Прошёл лёд, спали мутные воды, и русские ладьи стаей чаек острокрылых и острогрудых вошли в днепровские плавни. В густых зарослях их стоял немолчный шум — на золотых тысячеструнных гуслях своих играл Ярило свадебные песни радостные… На левом берегу начинался тут необъятный лес, который Русь звала Олешьем, а греки Илеей, а за ним залегли знаменитые Меотийские болота, которые и тянулись до самого устья Дона. Тут в великом множестве гнездилась всякая дичь, от маленьких длинноносых куличков до тяжкого вепря и быстрого оленя с ветвистыми рогами. Эта жуткая, непроходимая трущоба представлялась оседлым народам того времени страшным местом, из которого один за другим вылетали воинственные народы-чудовища, заливавшие кровью всё, до чего они могли только достичь. Теперь, весной, жизнь в Олешье била ключом: несметные табуны птицы перелётной оглушали. И часто с ладей слышно было, как прёт и ломит непролазной чащей страшный вепрь…

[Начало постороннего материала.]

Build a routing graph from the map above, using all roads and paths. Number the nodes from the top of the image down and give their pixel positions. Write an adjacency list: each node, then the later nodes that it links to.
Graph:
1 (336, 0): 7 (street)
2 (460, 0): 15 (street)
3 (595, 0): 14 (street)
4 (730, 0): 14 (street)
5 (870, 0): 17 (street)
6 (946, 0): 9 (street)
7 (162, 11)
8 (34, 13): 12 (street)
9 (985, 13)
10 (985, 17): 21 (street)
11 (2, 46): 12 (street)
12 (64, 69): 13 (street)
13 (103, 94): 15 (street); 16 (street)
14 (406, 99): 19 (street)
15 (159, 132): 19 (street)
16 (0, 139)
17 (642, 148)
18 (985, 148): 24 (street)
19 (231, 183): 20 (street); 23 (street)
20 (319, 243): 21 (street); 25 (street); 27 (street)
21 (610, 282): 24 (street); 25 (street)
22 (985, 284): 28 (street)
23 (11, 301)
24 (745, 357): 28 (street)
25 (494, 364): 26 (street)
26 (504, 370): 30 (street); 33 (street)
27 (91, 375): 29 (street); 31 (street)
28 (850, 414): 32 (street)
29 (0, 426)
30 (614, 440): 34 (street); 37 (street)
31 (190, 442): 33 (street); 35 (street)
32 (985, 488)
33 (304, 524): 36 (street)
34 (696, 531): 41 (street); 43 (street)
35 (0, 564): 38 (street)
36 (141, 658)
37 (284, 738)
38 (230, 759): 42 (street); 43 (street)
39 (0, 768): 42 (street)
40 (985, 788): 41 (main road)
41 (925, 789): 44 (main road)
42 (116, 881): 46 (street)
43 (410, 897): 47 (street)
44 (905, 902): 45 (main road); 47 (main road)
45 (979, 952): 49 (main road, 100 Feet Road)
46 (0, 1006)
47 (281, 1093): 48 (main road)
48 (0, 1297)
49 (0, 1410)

Недалеко уже были и пороги.

— Княже, в останный раз говорю: побереги свою буйную голову!..

— Брось, Свентельд, стращать меня: я не ребёнок… — усмехнулся Святослав. — Двух смертей не бывать, а одной не миновать…

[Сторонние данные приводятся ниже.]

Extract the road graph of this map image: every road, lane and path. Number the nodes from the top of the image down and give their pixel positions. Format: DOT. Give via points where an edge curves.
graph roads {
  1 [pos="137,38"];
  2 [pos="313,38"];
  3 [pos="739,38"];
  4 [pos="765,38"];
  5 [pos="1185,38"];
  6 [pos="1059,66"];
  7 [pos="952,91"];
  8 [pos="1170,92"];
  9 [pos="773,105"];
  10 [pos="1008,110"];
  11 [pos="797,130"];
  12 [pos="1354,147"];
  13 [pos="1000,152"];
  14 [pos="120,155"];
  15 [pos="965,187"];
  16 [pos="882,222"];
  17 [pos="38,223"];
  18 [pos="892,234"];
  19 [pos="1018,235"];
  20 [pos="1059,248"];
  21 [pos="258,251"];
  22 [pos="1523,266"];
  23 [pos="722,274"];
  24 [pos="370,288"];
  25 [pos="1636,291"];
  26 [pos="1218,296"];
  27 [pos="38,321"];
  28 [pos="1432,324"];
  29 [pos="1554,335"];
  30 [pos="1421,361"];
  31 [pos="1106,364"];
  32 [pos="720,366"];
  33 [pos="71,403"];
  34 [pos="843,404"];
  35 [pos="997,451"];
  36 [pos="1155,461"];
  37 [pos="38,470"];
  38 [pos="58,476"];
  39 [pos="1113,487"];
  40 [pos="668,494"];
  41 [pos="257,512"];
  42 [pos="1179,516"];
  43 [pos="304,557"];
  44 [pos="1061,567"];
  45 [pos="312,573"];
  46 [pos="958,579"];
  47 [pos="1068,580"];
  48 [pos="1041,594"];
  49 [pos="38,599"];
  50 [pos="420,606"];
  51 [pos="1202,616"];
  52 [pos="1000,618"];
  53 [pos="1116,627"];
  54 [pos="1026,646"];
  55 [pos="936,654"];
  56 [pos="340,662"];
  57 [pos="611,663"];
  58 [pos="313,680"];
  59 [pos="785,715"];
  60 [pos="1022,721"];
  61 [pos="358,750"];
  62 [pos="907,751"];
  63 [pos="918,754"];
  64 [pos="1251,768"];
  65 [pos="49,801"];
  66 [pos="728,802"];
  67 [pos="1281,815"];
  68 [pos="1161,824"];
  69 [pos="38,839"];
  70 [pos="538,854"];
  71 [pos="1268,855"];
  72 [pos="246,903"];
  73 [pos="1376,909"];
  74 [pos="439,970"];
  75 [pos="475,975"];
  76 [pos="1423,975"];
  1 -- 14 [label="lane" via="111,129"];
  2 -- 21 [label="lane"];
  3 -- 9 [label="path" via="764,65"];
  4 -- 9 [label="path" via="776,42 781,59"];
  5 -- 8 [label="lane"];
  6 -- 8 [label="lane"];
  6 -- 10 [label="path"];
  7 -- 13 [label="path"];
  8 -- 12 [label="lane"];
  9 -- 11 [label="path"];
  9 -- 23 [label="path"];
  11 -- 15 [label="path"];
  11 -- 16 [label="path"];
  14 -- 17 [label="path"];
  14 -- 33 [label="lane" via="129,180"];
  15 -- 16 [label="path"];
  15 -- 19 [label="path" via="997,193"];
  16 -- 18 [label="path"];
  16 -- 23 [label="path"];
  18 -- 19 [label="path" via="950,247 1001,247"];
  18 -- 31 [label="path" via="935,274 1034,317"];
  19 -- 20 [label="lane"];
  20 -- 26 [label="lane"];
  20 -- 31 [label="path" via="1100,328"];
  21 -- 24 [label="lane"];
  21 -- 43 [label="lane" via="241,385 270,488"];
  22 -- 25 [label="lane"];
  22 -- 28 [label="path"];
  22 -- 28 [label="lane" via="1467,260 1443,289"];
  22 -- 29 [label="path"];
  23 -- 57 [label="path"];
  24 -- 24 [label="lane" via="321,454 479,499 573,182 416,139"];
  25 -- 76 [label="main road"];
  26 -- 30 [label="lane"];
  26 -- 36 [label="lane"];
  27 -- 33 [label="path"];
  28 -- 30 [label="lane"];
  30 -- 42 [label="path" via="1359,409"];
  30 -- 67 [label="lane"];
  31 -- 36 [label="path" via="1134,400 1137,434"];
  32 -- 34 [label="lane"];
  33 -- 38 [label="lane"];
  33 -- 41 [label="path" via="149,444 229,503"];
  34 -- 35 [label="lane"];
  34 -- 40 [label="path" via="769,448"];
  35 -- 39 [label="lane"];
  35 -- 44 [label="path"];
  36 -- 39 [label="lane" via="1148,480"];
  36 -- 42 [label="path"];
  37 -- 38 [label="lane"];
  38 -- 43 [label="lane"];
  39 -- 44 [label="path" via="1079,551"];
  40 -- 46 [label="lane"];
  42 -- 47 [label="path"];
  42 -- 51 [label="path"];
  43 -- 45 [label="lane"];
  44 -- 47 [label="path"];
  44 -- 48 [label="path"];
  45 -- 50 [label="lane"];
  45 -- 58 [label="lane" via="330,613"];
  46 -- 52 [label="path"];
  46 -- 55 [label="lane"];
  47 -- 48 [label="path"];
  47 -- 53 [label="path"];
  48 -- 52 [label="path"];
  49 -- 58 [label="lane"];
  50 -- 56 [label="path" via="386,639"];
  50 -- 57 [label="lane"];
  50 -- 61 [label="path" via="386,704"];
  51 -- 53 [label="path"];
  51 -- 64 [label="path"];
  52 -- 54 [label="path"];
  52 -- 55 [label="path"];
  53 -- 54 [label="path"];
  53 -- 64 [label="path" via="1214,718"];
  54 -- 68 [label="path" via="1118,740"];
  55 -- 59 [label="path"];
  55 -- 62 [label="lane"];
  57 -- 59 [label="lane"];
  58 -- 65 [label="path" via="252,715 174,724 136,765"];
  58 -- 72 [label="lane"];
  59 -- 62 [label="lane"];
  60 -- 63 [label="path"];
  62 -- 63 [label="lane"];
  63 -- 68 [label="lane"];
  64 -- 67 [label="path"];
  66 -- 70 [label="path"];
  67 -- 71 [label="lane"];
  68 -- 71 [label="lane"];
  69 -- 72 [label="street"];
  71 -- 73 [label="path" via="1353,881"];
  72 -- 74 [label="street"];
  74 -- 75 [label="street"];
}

И когда перед самыми порогами остановились в плавнях на ночлег и загорелись костры, Свентельд, пройдя станом, приказал воям заготовить те тростинки с помощью которых славяне так искусно прятались в воде: кто знает, что принесёт с собой утро? И подкрепившись тем, что было, — все запасы подходили к концу, — усталые вои, выставив дозоры по зарослям и по реке, повалились у потухающих костров спать. Но тревожен был сон их: сердце чуяло близкую беду…

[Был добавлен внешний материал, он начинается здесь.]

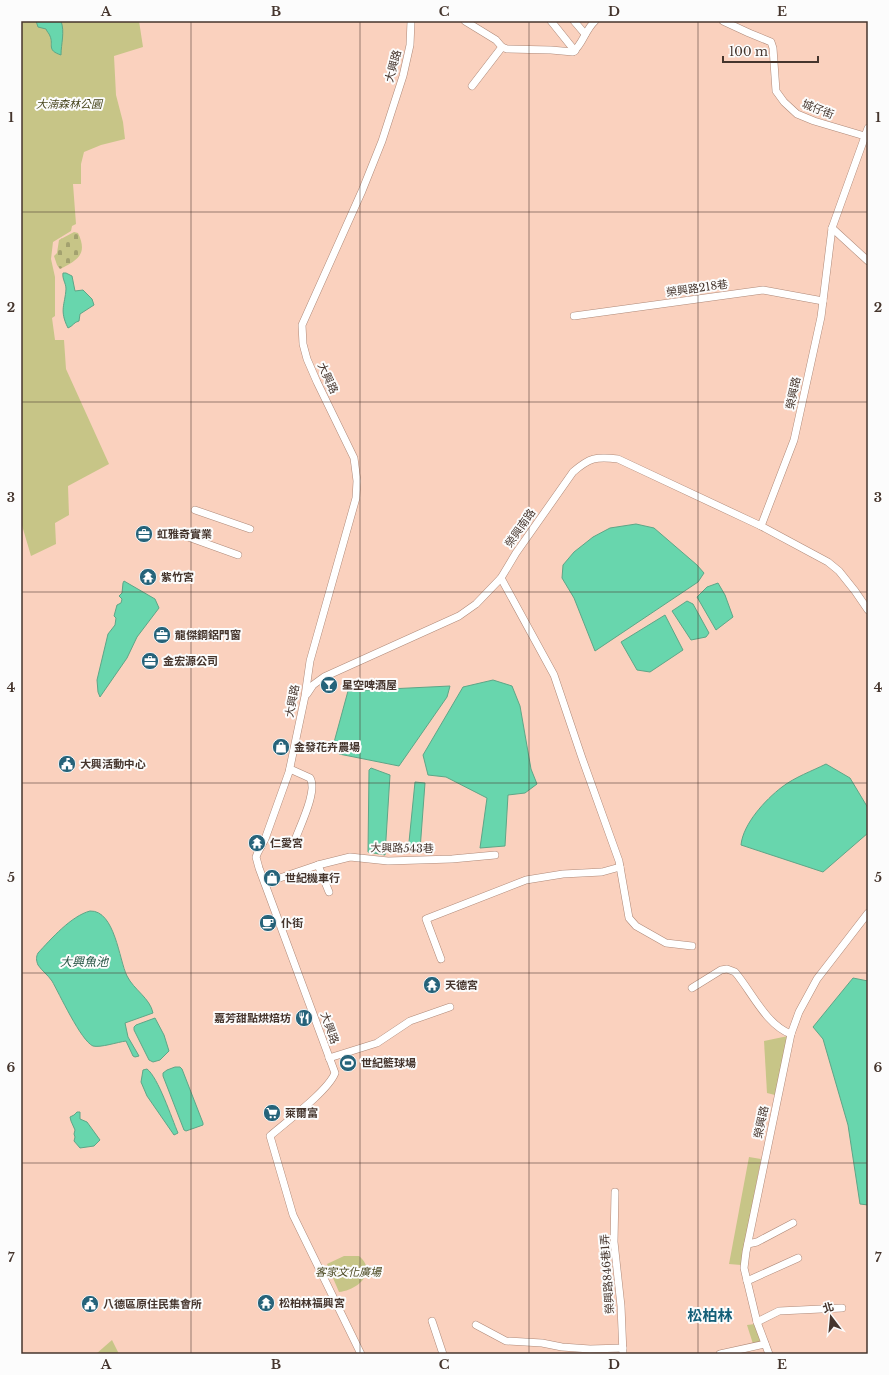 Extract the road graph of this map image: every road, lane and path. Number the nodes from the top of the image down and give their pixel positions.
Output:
1 (411, 21) edge
2 (465, 21) edge
3 (551, 21) edge
4 (574, 21) edge
5 (594, 21) edge
6 (723, 21) edge
7 (585, 34) junction
8 (502, 47) junction
9 (575, 51) junction
10 (472, 86) dead end
11 (868, 128) edge
12 (867, 136) edge
13 (832, 228) junction
14 (868, 261) edge
15 (822, 301) junction
16 (574, 316) dead end
17 (195, 510) dead end
18 (761, 526) junction
19 (250, 529) dead end
20 (188, 537) dead end
21 (238, 554) dead end
22 (501, 578) junction
23 (868, 610) edge
24 (305, 696) junction
25 (290, 768) junction
26 (295, 840) dead end
27 (495, 854) dead end
28 (318, 865) junction
29 (620, 867) junction
30 (265, 884) junction
31 (330, 892) dead end
32 (868, 913) edge
33 (692, 946) dead end
34 (441, 959) dead end
35 (692, 988) dead end
36 (450, 1007) dead end
37 (791, 1034) junction
38 (329, 1058) junction
39 (615, 1192) dead end
40 (793, 1223) dead end
41 (748, 1244) junction
42 (798, 1258) dead end
43 (747, 1281) junction
44 (842, 1308) dead end
45 (432, 1321) dead end
46 (757, 1322) junction
47 (476, 1325) dead end
48 (765, 1344) junction
49 (561, 1351) edge
50 (623, 1351) edge
51 (361, 1354) edge
52 (443, 1354) edge
53 (720, 1354) edge
54 (768, 1354) edge

1 - 24 street, 大興路
2 - 8 street
3 - 9 street
4 - 7 street
5 - 7 street
6 - 12 street, 城仔街
7 - 9 street
8 - 9 street
8 - 10 street
11 - 12 street, 榮興路
12 - 13 street, 榮興路
13 - 14 street
13 - 15 street, 榮興路
15 - 16 street, 榮興路218巷
15 - 18 street, 榮興路
17 - 19 street
18 - 22 street, 榮興南路
18 - 23 street
20 - 21 street
22 - 24 street, 榮興南路
22 - 29 street
24 - 25 street, 大興路
25 - 26 street
25 - 30 street, 大興路
27 - 28 street, 大興路543巷
28 - 30 street, 大興路543巷
28 - 31 street
29 - 33 street
29 - 34 street
30 - 38 street, 大興路
32 - 37 street, 榮興路
35 - 37 street
36 - 38 street
37 - 41 street, 榮興路
38 - 51 street, 大興路
39 - 50 street, 榮興路846巷1弄
40 - 41 street
41 - 43 street, 榮興路
42 - 43 street
43 - 46 street, 榮興路
44 - 46 street
45 - 52 street
46 - 48 street, 榮興路
47 - 49 street
48 - 53 street
48 - 54 street, 榮興路
49 - 50 street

Рано поутру, когда над чёрно-синим Олешьем черкнула слабая зорька, ладьи тихо вытянулись по реке. Стоял густой туман. С берега их не было и видно, и только мерный стук и всплеск весел говорил, что стрежнем идёт караван. На ладьях не было ни шуток обычных, ни смеху: не только уши, но и сердца слушали, что происходило на берегах, по островам, в непролазных зарослях… Свентельд был хмур и сердился на князя: дёшево ценит он свою княжую голову!..

Туман стал редеть. Местами заиграл на воде солнечный луч. Впереди показался большой лесистый остров.

— Никак, Хортица? — тихо уронил Святослав.

— Хортица… — подтвердил Свентельд. — Надо помолиться.

И княжая ладья, а за нею и все остальные, пригребли к отлогому берегу острова. Здесь исстари, из варяг в греки и обратно, славяне творили поклонение богам и приносили им жертву за благополучное плавание: кур, мясо, хлеб. Не Сварогу таинственному поклонялись они тут, не Хорсу, не блистающему Перуну, не Велесу, покровителю стад и торговли, но тому богу неведомому, близость которого они чувствовали в опасном плавании всегда, но имени которому ещё не нашли…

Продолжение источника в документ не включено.